Situé en Alsace annexée, le camp de Natzweiler-Struthof est découvert par les alliés en novembre 1944. Histoire singulière que celle de Natzweiler-Struthof qui va poursuivre son entreprise funeste outre-Rhin dans ses camps annexes jusqu’en 1945.
Baraquements du camp de Natzweiler-Struthof en Alsace 1945
Dans le camp de Natzweiler-Struthof a été ouvert par les nazis, en mai 1941, dans l’Alsace annexée de fait par le troisième Reich. Il regroupe essentiellement des déportés politiques et des résistants, et a la particularité d’être le plus occidental de tous les camps de concentration. En raison de sa situation géographique, il est le premier camp découvert par les Alliés à l’ouest de l’Europe, le 25 novembre 1944 alors que de son côté, l’Armée rouge avait découvert, le 23 juillet 1944, le camp de Lublin-Majdanek. Pourtant l’histoire de Natzweiler-Struthof ne s’arrête pas avec l’arrivée des soldats américains en Alsace : Replié dans ses camps annexes situé outre-Rhin, le camp poursuit son entreprise meurtrière jusqu’en avril 1945. C’est là un cas unique et terrible, qui a provoqué la mort de milliers de déportés alors même que le camp principal avait été libéré.

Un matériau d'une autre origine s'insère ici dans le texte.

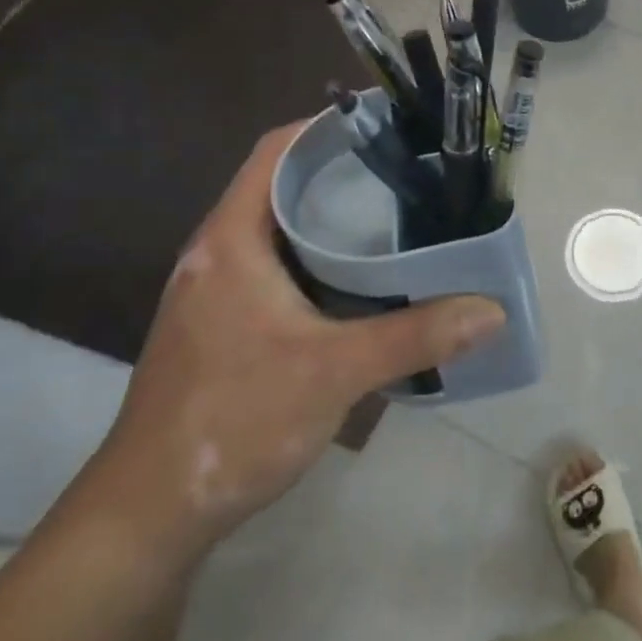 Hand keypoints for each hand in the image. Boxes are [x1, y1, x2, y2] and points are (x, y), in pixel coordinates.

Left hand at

L’entrée du camp de Natzweiler-Struthof Alsace
À l’été 1944, tandis que les Alliés et les Français libres progressent depuis la Normandie et la Provence, les Vosges deviennent la dernière ligne de défense naturelle pour les Allemands. Les nazis durcirent la répression contre les populations vosgiennes accusées d’aider les Alliés et procèdent à de très nombreuses déportations ainsi qu’à des exécutions sommaires de résistants notamment dans l’enceinte du Struthof. Le 1er septembre, l’inspection des camps de concentration (IKL, organisme responsable du système concentrationnaire) d’Oranienburg donne l’ordre d’évacuer par train les quelques 6 000 déportés du camp. Le commandant du camp Fritz Harjenstein , rédige à cet effet une note d’instruction : Les détenus en bonne condition physique peuvent être davantage entassés que ceux qui sont malades ou inapte au travail. Le camp et ses dépendances doivent être laissés dans un parfait état de propreté et d’ordre.

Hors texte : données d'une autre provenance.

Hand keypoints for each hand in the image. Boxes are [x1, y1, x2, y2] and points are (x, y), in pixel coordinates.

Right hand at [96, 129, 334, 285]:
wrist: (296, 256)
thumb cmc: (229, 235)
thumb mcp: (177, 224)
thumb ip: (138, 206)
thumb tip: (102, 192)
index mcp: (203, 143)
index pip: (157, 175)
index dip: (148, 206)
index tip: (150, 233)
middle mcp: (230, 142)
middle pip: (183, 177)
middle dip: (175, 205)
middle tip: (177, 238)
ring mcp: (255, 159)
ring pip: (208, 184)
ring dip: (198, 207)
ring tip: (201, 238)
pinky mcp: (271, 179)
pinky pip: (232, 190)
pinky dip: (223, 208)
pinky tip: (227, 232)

En novembre 1944, l’évacuation est achevée. Le 25 novembre,lorsqu’un détachement de la 3e division d’infanterie américaine pénètre dans la double enceinte de barbelés, le camp de Natzweiler-Struthof est vide. Aucun déportés mort ou vivant ne s’y trouve. En revanche, les installations sont intactes. Les baraques, le four crématoire, la chambre à gaz, les montagnes d’habits et le tas de cheveux laissent entrevoir ce qu’a pu être la réalité de l’enfer d’Alsace.
Des montagnes de vêtements de déportés abandonnés dans le camp
Pour autant, la prise de conscience reste partielle. Des dizaines d’autres camps sont découverts au cour de l’hiver 1944-1945 et le nom de Natzweiler disparaît dans cette litanie. Pourtant le complexe concentrationnaire se réorganise grâce à ses camps annexes situé à l’est du Rhin. Son administration se réimplante d’abord à Dachau, puis à Guttentbach et Binau. Non seulement l’appellation camp de Natzweiler est maintenue, mais vingt nouveaux camps annexes sont créés et 19833 nouveaux déportés y sont enregistrés entre septembre 1944 et avril 1945! Certains arrivent des camps situés dans les zones libérées par les Alliés. C’est le cas des Juives hongroises qui affluent entre décembre 1944 et janvier 1945. Alors même que l’Allemagne se délite, l’acharnement de Natzweiler est saisissant, Il témoigne de la dérive jusqu’au-boutiste qui s’est emparée de l’Allemagne nazie acculée à la défaire.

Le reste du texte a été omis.